I rather enjoyed being given the opportunity to compare the right wing phalanx of the government of the day to muslim 'fundamentalists'. 'Back to Basics', by the way, was a PR term used by the government to describe a main plank of its policy.


Thought for the Day - 04/12/94

It seems that there's some unusual legislation buried in Peter Lilley and Michael Portillo's new Jobseekers Bill. Jobcentre officers will be able to order claimants to change their dress and appearance, attitude or even lifestyle - on pain of loss of benefit. I wonder, what mode of dress best suits a de-Unemployed Jobseeker? What if the Jobseeker stands a better chance of earning a living in an indie band than qualifying as an accountant?

Perhaps a nation of Jobseeking Portillo/Lilley clones is the intention, but don't sing the death of the human urge for variety just yet. As Free Market champions I'd have thought they'd stress the need for individual difference, the fount of invention, the fact that one person looks at a problem in a different way, and sees a solution that others couldn't imagine. Our variety, our different languages and colours, is what the Qur'an calls a Sign of God for all living beings, saying that we have been created male and female, different races and tribes, so we may know each other, and learn.

For individual creativity is not enough. We need an accessible pool of knowledge in the community, a network of friends sharing information. The Information Superhighway Network may one day overwhelm traditional networks of privilege, but until then, Jobseekers who don't have an Old School Tie may wonder what best suits them for life in the Great Free Market if not a dress code established by market forces. I presume that any Government imposed dress code will be looser than that of Iran's Revolutionary Guards, flogging women who expose their hair, but the principle would seem to remain the same.
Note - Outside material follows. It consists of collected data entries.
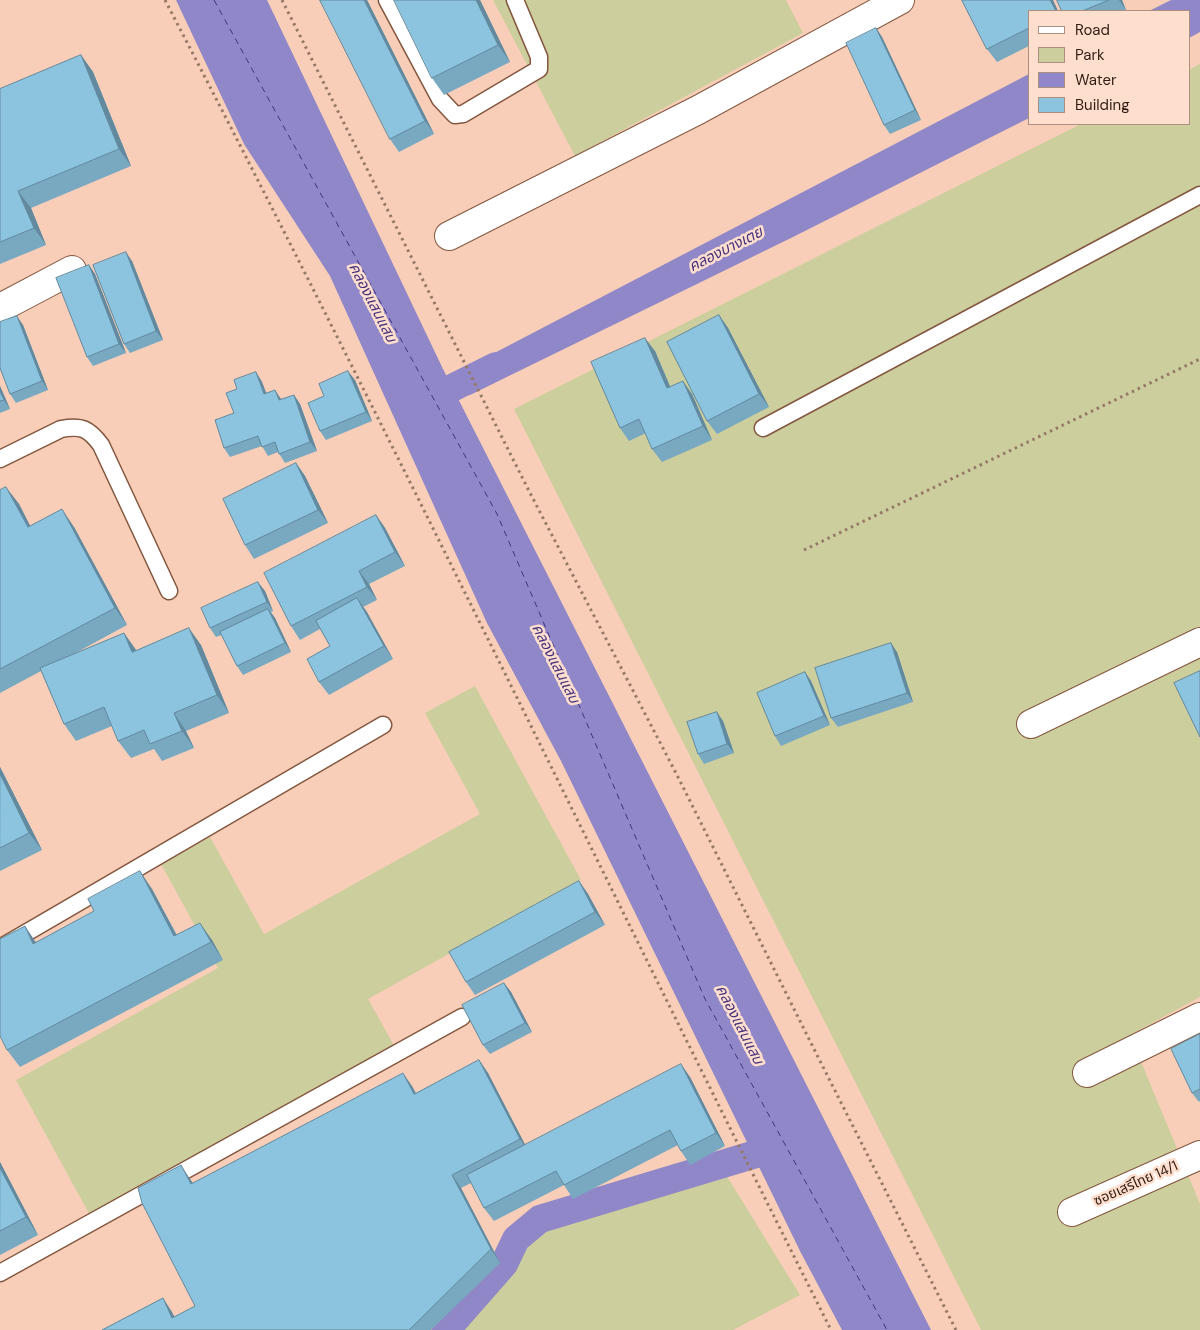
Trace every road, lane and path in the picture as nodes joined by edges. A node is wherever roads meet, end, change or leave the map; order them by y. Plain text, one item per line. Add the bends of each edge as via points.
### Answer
1 (165, 0) edge
2 (282, 0) edge
3 (387, 0) edge
4 (515, 0) edge
5 (900, 0) edge
6 (1200, 195) edge
7 (449, 236) dead end
8 (72, 270) edge
9 (0, 308) edge
10 (1200, 359) edge
11 (763, 428) dead end
12 (0, 459) edge
13 (804, 550) dead end
14 (168, 591) dead end
15 (1200, 642) edge
16 (1030, 724) dead end
17 (383, 725) dead end
18 (0, 948) edge
19 (462, 1017) edge
20 (1200, 1017) edge
21 (1087, 1073) dead end
22 (1200, 1155) edge
23 (1072, 1212) dead end
24 (0, 1273) edge
25 (831, 1330) edge
26 (956, 1330) edge

1 - 25 path via 361,381
2 - 26 path
3 - 4 lane via 440,100 455,115 463,114 539,69 539,57
5 - 7 street via 698,110
6 - 11 lane
8 - 9 street
10 - 13 path
12 - 14 lane via 61,429 91,432 101,445
15 - 16 street
17 - 18 lane
19 - 24 lane
20 - 21 street
22 - 23 street, ซอยเสรีไทย 14/1

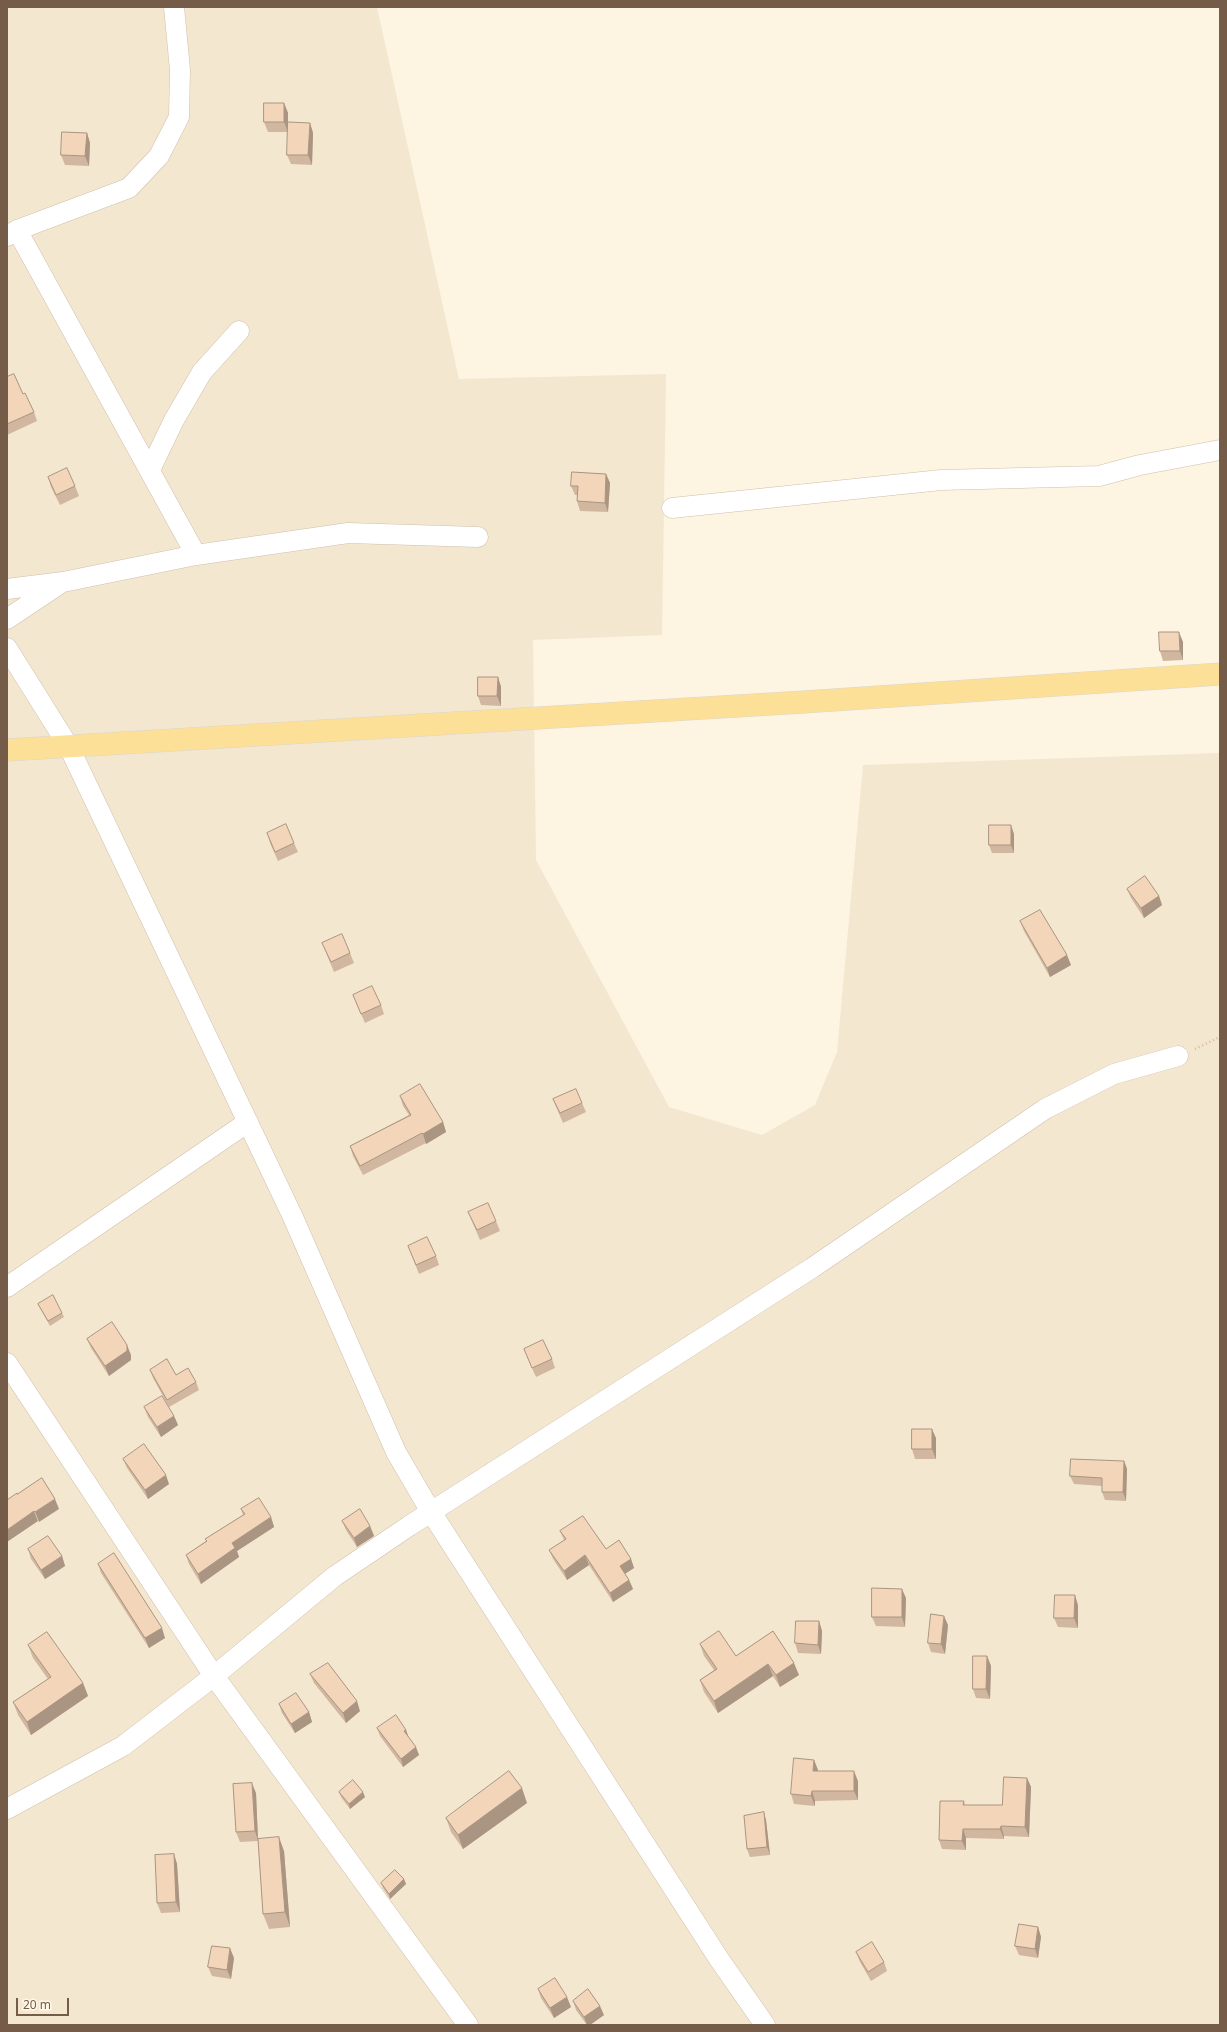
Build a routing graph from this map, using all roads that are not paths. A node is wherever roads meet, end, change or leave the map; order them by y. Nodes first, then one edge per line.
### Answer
1 (174, 7) edge
2 (12, 233) edge
3 (239, 332) dead end
4 (1220, 450) edge
5 (150, 470) junction
6 (672, 508) dead end
7 (478, 537) dead end
8 (196, 555) junction
9 (63, 582) junction
10 (7, 589) edge
11 (7, 619) edge
12 (7, 648) edge
13 (1220, 674) edge
14 (69, 747) junction
15 (7, 750) edge
16 (1178, 1056) road end
17 (248, 1122) junction
18 (7, 1287) edge
19 (7, 1363) edge
20 (431, 1512) junction
21 (214, 1676) junction
22 (7, 1809) edge
23 (468, 2025) edge
24 (765, 2025) edge

1 - 2 street
2 - 5 street
3 - 5 street
4 - 6 street
5 - 8 street
7 - 8 street
8 - 9 street
9 - 10 street
9 - 11 street
12 - 14 street
13 - 14 main road
14 - 15 main road
14 - 17 street
16 - 20 street
17 - 18 street
17 - 20 street
19 - 21 street
20 - 21 street
20 - 24 street
21 - 22 street
21 - 23 street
At present we leave the job of imposing dress codes to the law, and few people demand the right to walk naked down the high street in our climate, and pretty much anything else is tolerated. Will Jobcentre officers look with less tolerance on minority dresscodes, a ruby stud or a safety pin through some Jobseeker's nose, and will the price of non-conformity be enforced suffering. Is this Back to Basics, or are we actually facing a Return to Fundamentalism?